Es lo mismo cuando se habla de independencia de  los tres poderes. Esa independencia está sujeta a numerosas variables. Una de ellas y lo estamos viendo ahora con los recursos de amparo que frenan una ley, es que en el caso del ejecutivo, por ejemplo,  tendrá que utilizar la ley para impugnar esos recursos.

Lo propio hace el legislativo, aun cuando la ley la haya hecho el mismo. Nada es perfecto en este mundo. Más cuando se quieren colar los autónomos queriendo legislar como lo hace el INE o dando órdenes a los sacrosantos tres poderes desde un autónomo como el INAI, recalcado con cierta ironía por algunos medios de comunicación cuando señalan  casi a diario: “Se ordenó a tal o cual poder”  por lo general al ejecutivo y sus dependencias.

DEL ESPÍRITU DE LAS LEYES. MONTESQUIEU: EL JUDICIAL, EL MENOS IMPORTANTE

En ese largo caminar de veinte años que tuvo Charles -Louis de Secondat, Barón de Montesquieu, escribió 31 libros sobre el mismo tema: la formulación de los estados a través de sus formas de gobiernos, sus diferencias y los impactos sociales que podrían desprenderse de cada uno.

Inspirado en el gobierno parlamentario y monárquico inglés, diseñó la estructura de los tres poderes, porque en aquel caso funcionaban en  el legislativo dos poderes diferentes. La obra es amplia, versada, referente fundamental sociológico y jurídico en todas las universidades y en  su momento rechazada por la iglesia católica porque algunos de sus preceptos no le convenían.

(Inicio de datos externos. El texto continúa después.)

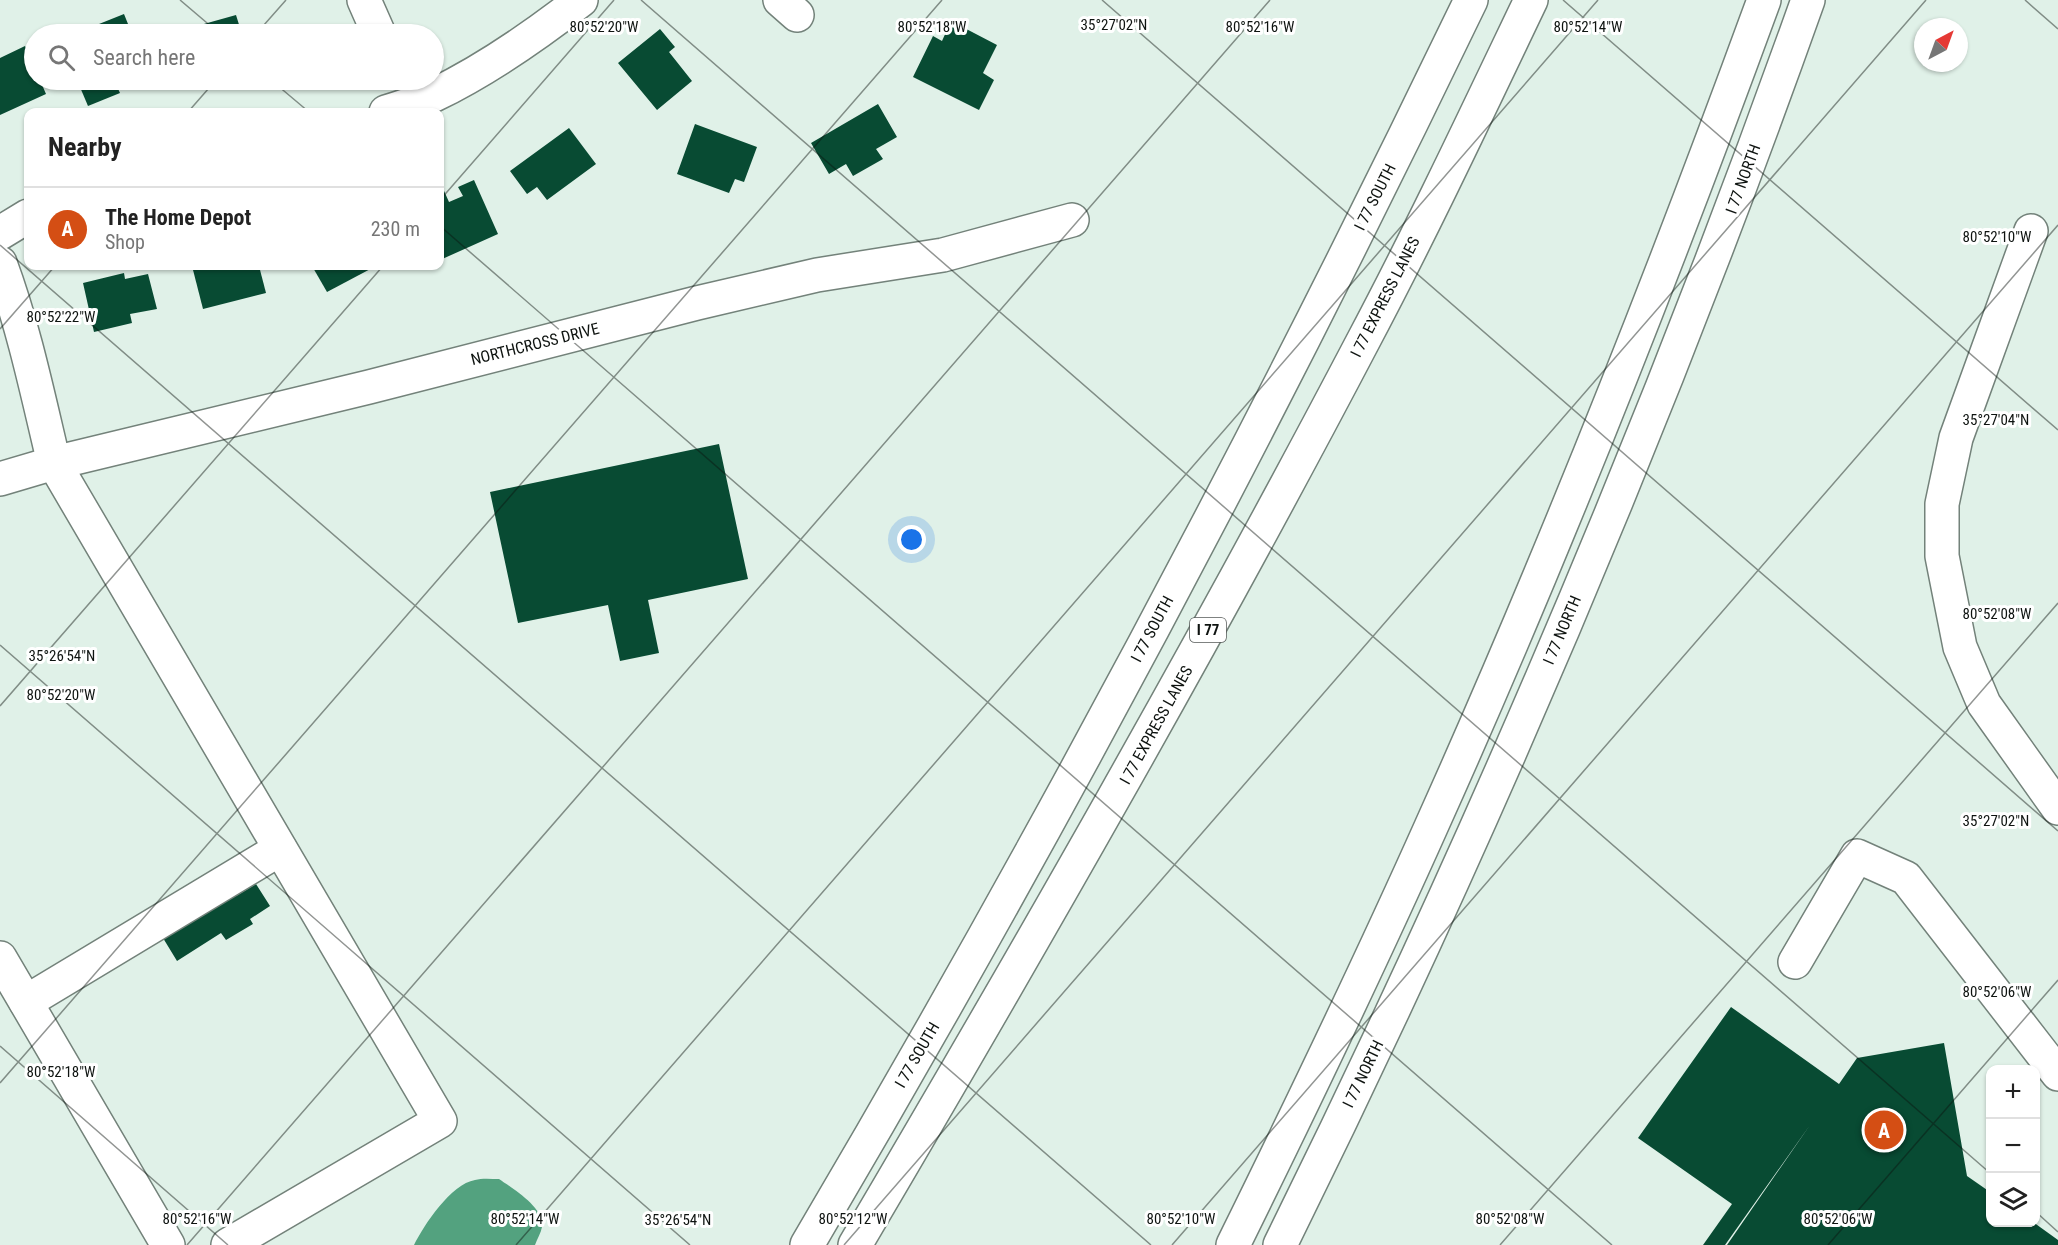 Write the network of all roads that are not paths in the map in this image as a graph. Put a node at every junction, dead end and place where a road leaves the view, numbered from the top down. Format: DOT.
graph roads {
  1 [pos="364,0"];
  2 [pos="581,0"];
  3 [pos="1472,0"];
  4 [pos="1531,0"];
  5 [pos="1764,0"];
  6 [pos="1808,0"];
  7 [pos="375,24"];
  8 [pos="444,89"];
  9 [pos="443,90"];
  10 [pos="398,99"];
  11 [pos="24,218"];
  12 [pos="1072,220"];
  13 [pos="2031,231"];
  14 [pos="0,233"];
  15 [pos="0,263"];
  16 [pos="54,463"];
  17 [pos="0,479"];
  18 [pos="2058,808"];
  19 [pos="280,849"];
  20 [pos="0,958"];
  21 [pos="1795,962"];
  22 [pos="26,1002"];
  23 [pos="2058,1074"];
  24 [pos="168,1245"];
  25 [pos="228,1245"];
  26 [pos="807,1245"];
  27 [pos="855,1245"];
  28 [pos="1233,1245"];
  29 [pos="1280,1245"];
  1 -- 7 [label="main road"];
  2 -- 8 [label="main road"];
  3 -- 26 [label="main road, I 77 SOUTH"];
  4 -- 27 [label="main road, I 77 EXPRESS LANES / I 77"];
  5 -- 28 [label="main road"];
  6 -- 29 [label="main road, I 77 NORTH"];
  9 -- 10 [label="main road"];
  11 -- 14 [label="main road"];
  12 -- 16 [label="main road, NORTHCROSS DRIVE"];
  13 -- 18 [label="main road"];
  15 -- 16 [label="main road"];
  16 -- 17 [label="main road, NORTHCROSS DRIVE"];
  16 -- 19 [label="main road"];
  19 -- 22 [label="main road"];
  19 -- 25 [label="main road"];
  20 -- 22 [label="main road"];
  21 -- 23 [label="main road"];
  22 -- 24 [label="main road"];
}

Lo singular es que el teórico francés  al referirse a los tres poderes, da la parte preponderante al ejecutivo  con su aliado popular el legislativo y considera al judicial como el menos importante solo por el apoyo técnico para la interpretación de la ley.

Es una concepción  que no les ha gustado a los juristas porque al menos en este sexenio han tratado de subir a la palestra con decisiones de interpretación en contra de las acciones del actual gobierno.

La postura montesquiana podría analizarse si se parte del concepto de justicia moderno que se inserta en el destino final en un tribunal de alzada y cuyos resultados no siempre son los deseables. O sea, que a veces pueden  usarse las leyes, con sus aliados los litigantes que a su vez apoyan a personajes de los negocios en este caso grandes transnacionales, para interpretar la ley a favor de estos.

Se entiende por qué Montesquieu no creía mucho en ese poder. El teórico nació  en  1689 y murió en 1755, en París.